Copy each line of the data below with the word "lane".

=== Dataset records ===

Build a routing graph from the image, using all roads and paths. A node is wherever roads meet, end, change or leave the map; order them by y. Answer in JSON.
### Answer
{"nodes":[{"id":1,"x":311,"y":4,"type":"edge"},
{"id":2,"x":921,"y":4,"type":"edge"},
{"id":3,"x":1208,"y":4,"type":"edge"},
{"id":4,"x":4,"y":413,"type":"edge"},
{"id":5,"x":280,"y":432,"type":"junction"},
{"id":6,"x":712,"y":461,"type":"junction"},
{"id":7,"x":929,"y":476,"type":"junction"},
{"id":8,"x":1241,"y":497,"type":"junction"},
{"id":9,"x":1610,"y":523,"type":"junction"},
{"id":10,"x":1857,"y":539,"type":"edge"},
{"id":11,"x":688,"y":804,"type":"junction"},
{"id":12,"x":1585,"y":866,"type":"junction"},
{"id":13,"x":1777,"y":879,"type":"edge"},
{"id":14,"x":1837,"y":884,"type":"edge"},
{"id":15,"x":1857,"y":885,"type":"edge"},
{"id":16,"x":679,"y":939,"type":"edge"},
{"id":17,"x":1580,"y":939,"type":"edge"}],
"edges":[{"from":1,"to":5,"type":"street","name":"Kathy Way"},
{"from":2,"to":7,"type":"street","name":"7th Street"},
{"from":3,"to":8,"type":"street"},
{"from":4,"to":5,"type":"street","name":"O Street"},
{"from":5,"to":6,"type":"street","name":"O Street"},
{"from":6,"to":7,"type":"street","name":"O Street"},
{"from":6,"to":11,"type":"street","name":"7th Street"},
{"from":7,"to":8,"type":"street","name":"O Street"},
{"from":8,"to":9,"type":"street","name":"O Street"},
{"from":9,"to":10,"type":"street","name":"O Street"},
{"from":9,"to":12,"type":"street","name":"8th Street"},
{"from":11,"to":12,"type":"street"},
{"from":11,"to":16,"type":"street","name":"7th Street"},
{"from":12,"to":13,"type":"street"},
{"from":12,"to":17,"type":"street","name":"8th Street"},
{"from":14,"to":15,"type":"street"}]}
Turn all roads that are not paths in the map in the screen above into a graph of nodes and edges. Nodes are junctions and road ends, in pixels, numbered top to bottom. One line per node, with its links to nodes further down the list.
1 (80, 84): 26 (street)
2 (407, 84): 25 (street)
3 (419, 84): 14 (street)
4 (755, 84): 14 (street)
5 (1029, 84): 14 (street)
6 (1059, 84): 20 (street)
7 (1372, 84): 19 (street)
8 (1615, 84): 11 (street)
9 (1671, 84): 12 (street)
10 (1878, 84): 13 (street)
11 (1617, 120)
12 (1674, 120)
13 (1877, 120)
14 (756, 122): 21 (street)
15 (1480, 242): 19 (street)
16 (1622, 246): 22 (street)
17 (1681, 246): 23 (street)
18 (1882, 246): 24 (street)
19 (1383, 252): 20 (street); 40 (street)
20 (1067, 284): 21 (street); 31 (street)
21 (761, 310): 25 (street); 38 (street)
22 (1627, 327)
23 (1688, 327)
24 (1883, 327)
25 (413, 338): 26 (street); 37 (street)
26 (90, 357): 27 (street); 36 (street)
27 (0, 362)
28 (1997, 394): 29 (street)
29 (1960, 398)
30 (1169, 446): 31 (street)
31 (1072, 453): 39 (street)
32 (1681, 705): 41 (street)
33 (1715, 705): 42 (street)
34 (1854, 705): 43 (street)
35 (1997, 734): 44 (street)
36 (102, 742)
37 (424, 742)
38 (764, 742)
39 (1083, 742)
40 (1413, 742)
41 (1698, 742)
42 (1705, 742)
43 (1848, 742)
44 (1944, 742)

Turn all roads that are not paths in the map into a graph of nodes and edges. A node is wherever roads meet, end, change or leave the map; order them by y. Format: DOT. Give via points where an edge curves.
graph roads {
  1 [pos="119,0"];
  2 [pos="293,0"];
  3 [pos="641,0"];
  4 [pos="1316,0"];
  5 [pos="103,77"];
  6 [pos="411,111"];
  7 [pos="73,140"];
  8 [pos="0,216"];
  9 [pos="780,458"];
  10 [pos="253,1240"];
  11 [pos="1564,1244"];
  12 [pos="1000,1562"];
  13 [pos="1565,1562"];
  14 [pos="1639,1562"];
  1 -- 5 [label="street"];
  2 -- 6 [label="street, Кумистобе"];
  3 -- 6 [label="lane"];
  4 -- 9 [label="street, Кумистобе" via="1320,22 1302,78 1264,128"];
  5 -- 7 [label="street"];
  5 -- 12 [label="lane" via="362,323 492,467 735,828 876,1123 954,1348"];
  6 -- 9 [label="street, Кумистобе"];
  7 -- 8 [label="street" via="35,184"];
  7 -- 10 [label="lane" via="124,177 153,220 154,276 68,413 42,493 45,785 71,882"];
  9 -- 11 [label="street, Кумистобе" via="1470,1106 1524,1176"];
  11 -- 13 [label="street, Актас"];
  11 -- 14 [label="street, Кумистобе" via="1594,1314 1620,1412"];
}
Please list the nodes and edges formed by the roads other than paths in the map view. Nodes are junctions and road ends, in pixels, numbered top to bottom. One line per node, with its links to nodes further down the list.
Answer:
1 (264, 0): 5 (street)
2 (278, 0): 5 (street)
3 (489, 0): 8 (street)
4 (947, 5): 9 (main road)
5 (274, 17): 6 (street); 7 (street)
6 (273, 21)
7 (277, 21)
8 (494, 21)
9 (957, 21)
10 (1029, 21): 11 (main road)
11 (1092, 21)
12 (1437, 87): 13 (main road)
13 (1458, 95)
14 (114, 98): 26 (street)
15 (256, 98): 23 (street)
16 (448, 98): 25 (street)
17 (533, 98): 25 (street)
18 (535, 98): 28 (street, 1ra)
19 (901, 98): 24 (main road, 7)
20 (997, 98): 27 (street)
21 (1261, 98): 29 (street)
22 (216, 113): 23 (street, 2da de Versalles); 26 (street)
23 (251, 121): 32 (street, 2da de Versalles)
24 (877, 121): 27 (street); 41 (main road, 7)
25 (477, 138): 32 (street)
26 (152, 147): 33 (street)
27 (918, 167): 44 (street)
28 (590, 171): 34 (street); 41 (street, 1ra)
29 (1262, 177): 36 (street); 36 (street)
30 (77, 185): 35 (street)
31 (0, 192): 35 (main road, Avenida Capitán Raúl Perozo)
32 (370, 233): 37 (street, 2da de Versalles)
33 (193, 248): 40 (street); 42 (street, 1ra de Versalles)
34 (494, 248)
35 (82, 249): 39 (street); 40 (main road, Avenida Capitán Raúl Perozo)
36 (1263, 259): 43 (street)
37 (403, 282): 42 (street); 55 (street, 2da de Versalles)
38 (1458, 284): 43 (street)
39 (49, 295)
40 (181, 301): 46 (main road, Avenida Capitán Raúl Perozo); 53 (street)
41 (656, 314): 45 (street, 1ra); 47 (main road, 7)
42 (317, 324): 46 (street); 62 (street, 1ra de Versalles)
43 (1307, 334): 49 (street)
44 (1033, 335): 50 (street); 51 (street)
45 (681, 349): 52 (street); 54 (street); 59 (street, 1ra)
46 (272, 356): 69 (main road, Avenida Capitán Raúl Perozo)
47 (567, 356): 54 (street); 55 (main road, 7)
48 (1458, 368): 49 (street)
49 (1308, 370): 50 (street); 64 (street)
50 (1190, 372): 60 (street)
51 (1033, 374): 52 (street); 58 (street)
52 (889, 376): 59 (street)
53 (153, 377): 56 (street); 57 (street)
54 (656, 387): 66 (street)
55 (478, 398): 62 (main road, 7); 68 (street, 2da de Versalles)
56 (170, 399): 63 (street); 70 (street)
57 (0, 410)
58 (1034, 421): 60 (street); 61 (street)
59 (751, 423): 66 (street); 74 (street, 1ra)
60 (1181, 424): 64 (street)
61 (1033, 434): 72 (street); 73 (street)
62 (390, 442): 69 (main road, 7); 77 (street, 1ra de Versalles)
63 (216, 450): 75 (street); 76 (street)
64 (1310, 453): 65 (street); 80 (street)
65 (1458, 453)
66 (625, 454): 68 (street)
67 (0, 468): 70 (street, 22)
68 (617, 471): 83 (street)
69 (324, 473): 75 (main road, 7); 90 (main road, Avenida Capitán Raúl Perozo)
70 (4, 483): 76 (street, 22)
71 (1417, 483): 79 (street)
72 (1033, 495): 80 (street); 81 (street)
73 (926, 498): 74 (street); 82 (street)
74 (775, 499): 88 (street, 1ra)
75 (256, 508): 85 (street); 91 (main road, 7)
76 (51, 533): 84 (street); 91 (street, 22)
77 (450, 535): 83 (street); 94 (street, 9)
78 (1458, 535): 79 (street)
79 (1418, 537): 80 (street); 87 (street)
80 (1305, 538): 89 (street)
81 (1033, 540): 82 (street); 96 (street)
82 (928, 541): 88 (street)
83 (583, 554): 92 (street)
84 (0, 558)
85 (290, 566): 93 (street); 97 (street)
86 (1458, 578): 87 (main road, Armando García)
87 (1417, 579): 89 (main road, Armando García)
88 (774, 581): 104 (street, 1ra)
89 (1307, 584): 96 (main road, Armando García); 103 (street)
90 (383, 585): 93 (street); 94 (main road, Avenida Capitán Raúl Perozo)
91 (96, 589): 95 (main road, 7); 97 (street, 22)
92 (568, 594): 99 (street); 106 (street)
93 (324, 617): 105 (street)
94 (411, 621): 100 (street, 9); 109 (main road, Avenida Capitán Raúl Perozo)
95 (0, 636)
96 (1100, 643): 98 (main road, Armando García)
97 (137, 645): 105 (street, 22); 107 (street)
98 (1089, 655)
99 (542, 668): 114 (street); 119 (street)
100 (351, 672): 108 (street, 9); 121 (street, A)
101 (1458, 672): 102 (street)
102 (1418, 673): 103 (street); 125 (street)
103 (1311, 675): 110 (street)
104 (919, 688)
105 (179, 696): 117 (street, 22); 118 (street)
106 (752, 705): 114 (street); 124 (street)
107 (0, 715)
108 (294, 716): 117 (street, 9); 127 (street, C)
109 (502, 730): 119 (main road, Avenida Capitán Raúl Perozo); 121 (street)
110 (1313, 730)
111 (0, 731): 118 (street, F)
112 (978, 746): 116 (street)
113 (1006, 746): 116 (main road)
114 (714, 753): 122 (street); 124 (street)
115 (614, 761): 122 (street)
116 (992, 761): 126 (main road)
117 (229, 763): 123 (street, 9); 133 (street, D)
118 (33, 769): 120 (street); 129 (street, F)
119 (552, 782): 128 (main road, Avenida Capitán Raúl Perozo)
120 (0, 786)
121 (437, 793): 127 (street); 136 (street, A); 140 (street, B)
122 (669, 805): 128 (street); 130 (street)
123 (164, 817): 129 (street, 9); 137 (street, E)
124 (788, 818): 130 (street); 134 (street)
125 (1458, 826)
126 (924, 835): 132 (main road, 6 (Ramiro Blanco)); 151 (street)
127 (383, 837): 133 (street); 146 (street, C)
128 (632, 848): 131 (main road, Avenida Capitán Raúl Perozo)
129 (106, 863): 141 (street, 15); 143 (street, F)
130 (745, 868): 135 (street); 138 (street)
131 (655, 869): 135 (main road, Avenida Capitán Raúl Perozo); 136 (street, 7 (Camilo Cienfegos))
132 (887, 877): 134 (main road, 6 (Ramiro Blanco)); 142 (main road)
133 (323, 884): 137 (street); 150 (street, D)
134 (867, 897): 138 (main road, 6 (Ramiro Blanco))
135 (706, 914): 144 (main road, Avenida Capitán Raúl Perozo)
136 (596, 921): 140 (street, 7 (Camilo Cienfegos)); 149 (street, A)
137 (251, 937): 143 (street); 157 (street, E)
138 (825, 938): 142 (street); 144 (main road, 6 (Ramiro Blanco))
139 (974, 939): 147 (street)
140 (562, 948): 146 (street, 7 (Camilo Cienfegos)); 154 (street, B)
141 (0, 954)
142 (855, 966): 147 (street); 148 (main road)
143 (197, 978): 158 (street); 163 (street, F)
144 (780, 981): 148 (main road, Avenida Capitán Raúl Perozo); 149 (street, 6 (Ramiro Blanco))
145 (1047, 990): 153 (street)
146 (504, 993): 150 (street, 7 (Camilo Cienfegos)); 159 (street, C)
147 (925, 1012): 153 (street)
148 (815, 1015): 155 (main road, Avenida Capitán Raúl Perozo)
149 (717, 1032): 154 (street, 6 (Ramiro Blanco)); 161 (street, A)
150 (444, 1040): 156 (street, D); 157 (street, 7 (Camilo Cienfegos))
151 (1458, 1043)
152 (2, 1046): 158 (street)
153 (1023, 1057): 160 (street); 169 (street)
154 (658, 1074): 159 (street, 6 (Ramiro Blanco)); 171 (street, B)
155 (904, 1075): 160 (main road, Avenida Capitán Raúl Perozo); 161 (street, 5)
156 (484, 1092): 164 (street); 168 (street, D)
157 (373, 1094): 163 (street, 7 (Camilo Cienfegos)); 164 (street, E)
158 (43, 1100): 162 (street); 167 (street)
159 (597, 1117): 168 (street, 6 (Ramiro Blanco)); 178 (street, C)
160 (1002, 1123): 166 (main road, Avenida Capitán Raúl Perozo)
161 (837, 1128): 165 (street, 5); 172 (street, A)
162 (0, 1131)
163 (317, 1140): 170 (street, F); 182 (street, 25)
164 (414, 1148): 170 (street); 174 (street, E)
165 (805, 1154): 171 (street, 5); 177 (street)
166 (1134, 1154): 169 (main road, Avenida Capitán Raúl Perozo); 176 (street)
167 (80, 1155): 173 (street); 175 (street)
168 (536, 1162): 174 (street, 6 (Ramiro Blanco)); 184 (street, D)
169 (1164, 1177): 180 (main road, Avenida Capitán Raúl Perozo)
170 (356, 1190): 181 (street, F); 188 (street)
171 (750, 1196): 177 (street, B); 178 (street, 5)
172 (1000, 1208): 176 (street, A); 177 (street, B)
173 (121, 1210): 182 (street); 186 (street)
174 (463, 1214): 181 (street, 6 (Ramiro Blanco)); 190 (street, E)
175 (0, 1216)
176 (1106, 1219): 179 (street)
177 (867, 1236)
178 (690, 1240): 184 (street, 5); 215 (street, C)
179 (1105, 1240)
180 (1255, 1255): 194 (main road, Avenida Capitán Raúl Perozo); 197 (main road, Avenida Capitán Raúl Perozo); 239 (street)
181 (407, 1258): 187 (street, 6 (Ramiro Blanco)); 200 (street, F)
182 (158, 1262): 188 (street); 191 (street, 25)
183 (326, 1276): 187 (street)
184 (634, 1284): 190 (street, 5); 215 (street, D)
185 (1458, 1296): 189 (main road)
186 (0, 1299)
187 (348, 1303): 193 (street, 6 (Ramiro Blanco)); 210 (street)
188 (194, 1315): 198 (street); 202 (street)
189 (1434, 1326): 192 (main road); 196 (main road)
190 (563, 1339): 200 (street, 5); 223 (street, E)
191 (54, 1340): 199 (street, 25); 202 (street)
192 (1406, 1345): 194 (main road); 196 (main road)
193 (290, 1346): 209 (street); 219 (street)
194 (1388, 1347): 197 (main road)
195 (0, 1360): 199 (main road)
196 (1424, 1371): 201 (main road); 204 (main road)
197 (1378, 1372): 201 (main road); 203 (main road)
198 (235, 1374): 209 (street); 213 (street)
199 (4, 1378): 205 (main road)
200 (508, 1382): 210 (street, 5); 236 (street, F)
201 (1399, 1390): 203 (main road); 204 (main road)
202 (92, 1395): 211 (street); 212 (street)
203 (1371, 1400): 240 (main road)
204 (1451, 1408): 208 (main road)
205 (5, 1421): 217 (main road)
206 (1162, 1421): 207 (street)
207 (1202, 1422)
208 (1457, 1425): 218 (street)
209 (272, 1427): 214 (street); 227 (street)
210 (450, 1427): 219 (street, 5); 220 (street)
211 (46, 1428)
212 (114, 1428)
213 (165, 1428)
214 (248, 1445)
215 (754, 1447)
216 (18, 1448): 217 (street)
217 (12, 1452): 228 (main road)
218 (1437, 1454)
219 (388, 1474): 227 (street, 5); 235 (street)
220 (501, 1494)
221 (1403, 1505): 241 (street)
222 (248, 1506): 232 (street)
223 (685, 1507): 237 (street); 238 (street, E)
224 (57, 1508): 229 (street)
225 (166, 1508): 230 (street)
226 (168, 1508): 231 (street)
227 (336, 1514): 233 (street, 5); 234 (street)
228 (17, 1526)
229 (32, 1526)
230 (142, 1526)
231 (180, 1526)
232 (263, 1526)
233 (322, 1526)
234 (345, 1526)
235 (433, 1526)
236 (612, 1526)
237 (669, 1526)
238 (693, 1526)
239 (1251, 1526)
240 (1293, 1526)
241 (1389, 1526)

===

Exercise response:
  3 -- 6 [label="lane"];
  5 -- 12 [label="lane" via="362,323 492,467 735,828 876,1123 954,1348"];
  7 -- 10 [label="lane" via="124,177 153,220 154,276 68,413 42,493 45,785 71,882"];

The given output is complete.